[EXERCISE BRIEF] Find the lines of the listing that contain the string "pixels", and return them.

[DATA SUPPLIED]
---*---

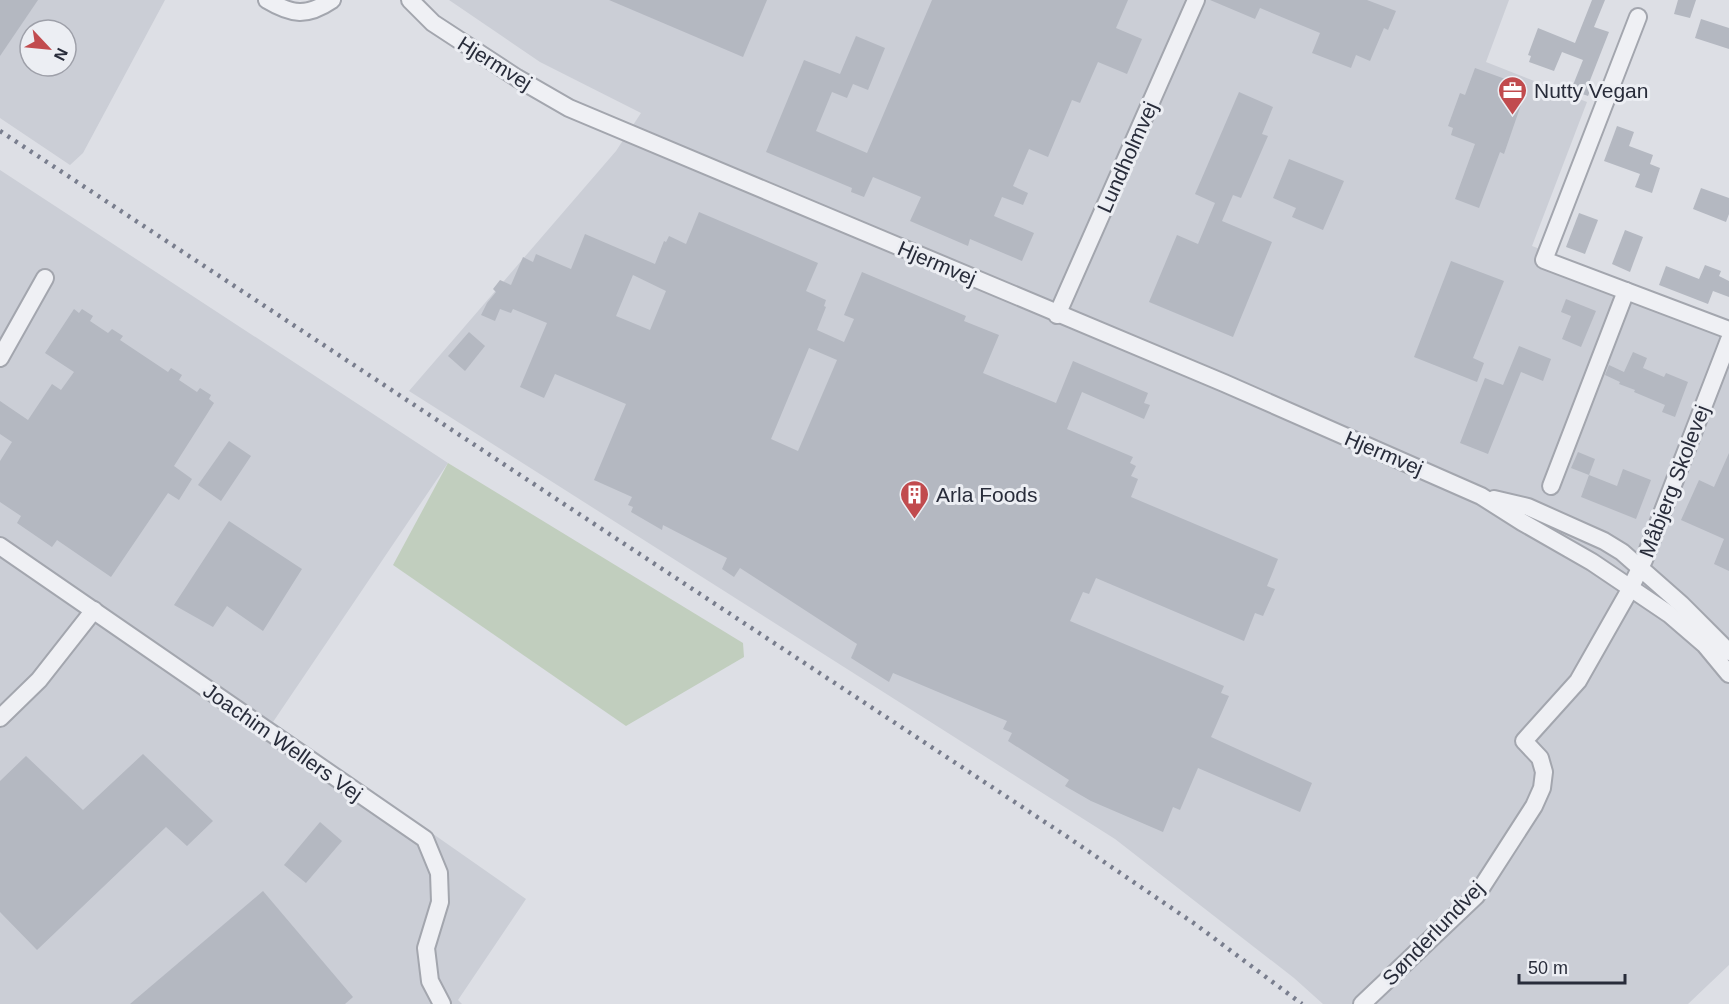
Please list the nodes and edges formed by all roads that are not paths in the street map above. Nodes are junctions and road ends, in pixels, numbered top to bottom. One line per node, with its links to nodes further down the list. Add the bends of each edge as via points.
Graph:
1 (267, 0): 2 (street, via 278,7 306,12)
2 (332, 0)
3 (410, 0): 8 (street, Hjermvej, via 433,23 569,108)
4 (1196, 0): 8 (street, Lundholmvej)
5 (1638, 17): 7 (street, via 1544,260)
6 (45, 278): 11 (street)
7 (1626, 291): 9 (street); 12 (street)
8 (1057, 315): 13 (street, Hjermvej)
9 (1729, 330)
10 (1729, 340): 15 (street, Måbjerg Skolevej)
11 (0, 358)
12 (1551, 486)
13 (1481, 496): 15 (street, Hjermvej, via 1528,507 1593,536); 16 (street, Hjermvej)
14 (0, 546): 17 (street, Joachim Wellers Vej)
15 (1641, 567): 16 (street, Måbjerg Skolevej); 18 (street, Hjermvej)
16 (1631, 587): 19 (street, Hjermvej, via 1705,645); 22 (street, Sønderlundvej, via 1578,681 1524,741 1540,758 1544,772 1542,788 1476,896)
17 (94, 610): 20 (street, via 39,680); 21 (street, Joachim Wellers Vej, via 425,839 439,873 440,902 426,948 430,981)
18 (1729, 652)
19 (1729, 674)
20 (0, 718)
21 (442, 1004)
22 (1362, 1004)

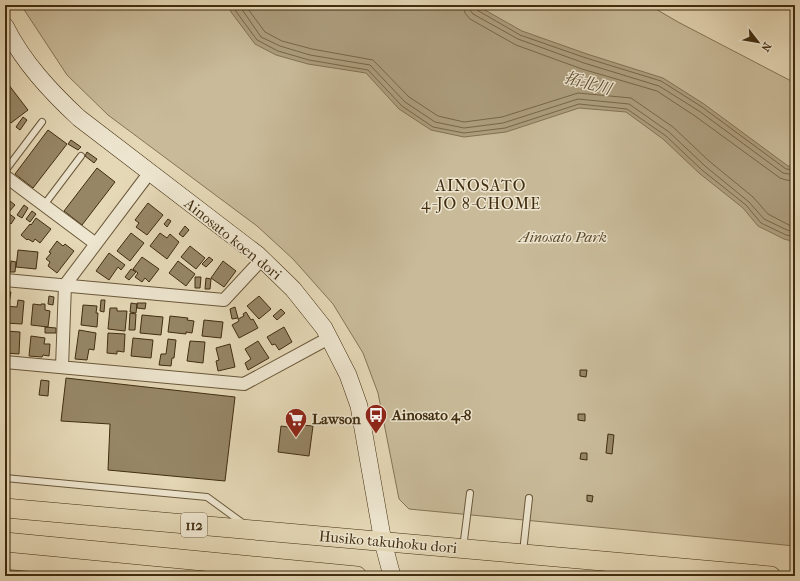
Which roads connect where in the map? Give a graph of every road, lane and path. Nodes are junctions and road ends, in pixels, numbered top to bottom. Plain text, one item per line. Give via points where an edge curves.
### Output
1 (5, 26) edge
2 (42, 122) dead end
3 (81, 156) dead end
4 (5, 171) edge
5 (150, 172) junction
6 (5, 176) edge
7 (44, 205) junction
8 (96, 244) junction
9 (262, 259) junction
10 (5, 280) edge
11 (65, 285) junction
12 (329, 338) junction
13 (5, 362) edge
14 (62, 367) junction
15 (5, 478) edge
16 (470, 493) dead end
17 (528, 498) dead end
18 (5, 508) edge
19 (254, 530) junction
20 (5, 542) edge
21 (383, 542) junction
22 (463, 549) junction
23 (523, 554) junction
24 (5, 573) edge
25 (318, 574) edge
26 (41, 576) edge
27 (357, 576) edge
28 (392, 576) edge
29 (770, 576) edge

1 - 5 street, Ainosato koen dori via 39,78 57,98
2 - 4 lane
3 - 7 lane
5 - 8 street
5 - 9 street, Ainosato koen dori
6 - 7 street
7 - 8 street
8 - 11 street
9 - 11 street via 224,300
9 - 12 street, Ainosato koen dori via 293,289
10 - 11 street
11 - 14 street
12 - 14 street via 244,384
12 - 21 street, Ainosato koen dori via 348,375 359,406
13 - 14 street
15 - 19 lane via 207,497
16 - 22 lane
17 - 23 lane
18 - 19 main road, Husiko takuhoku dori / 112
19 - 21 main road, Husiko takuhoku dori / 112
20 - 25 main road, 112
21 - 22 main road, Husiko takuhoku dori / 112
21 - 28 street, Ainosato koen dori
22 - 23 main road, Husiko takuhoku dori / 112
23 - 29 main road, Husiko takuhoku dori / 112
24 - 26 lane
25 - 27 main road, 112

---*---

[ANSWER TO THE PROBLEM]
Please list the nodes and edges formed by all roads that are not paths in the street map above. Nodes are junctions and road ends, in pixels, numbered top to bottom. One line per node, with its links to nodes further down the list. Add the bends of each edge as via points.
Which roads connect where in the map? Give a graph of every road, lane and path. Nodes are junctions and road ends, in pixels, numbered top to bottom. Plain text, one item per line. Give via points where an edge curves.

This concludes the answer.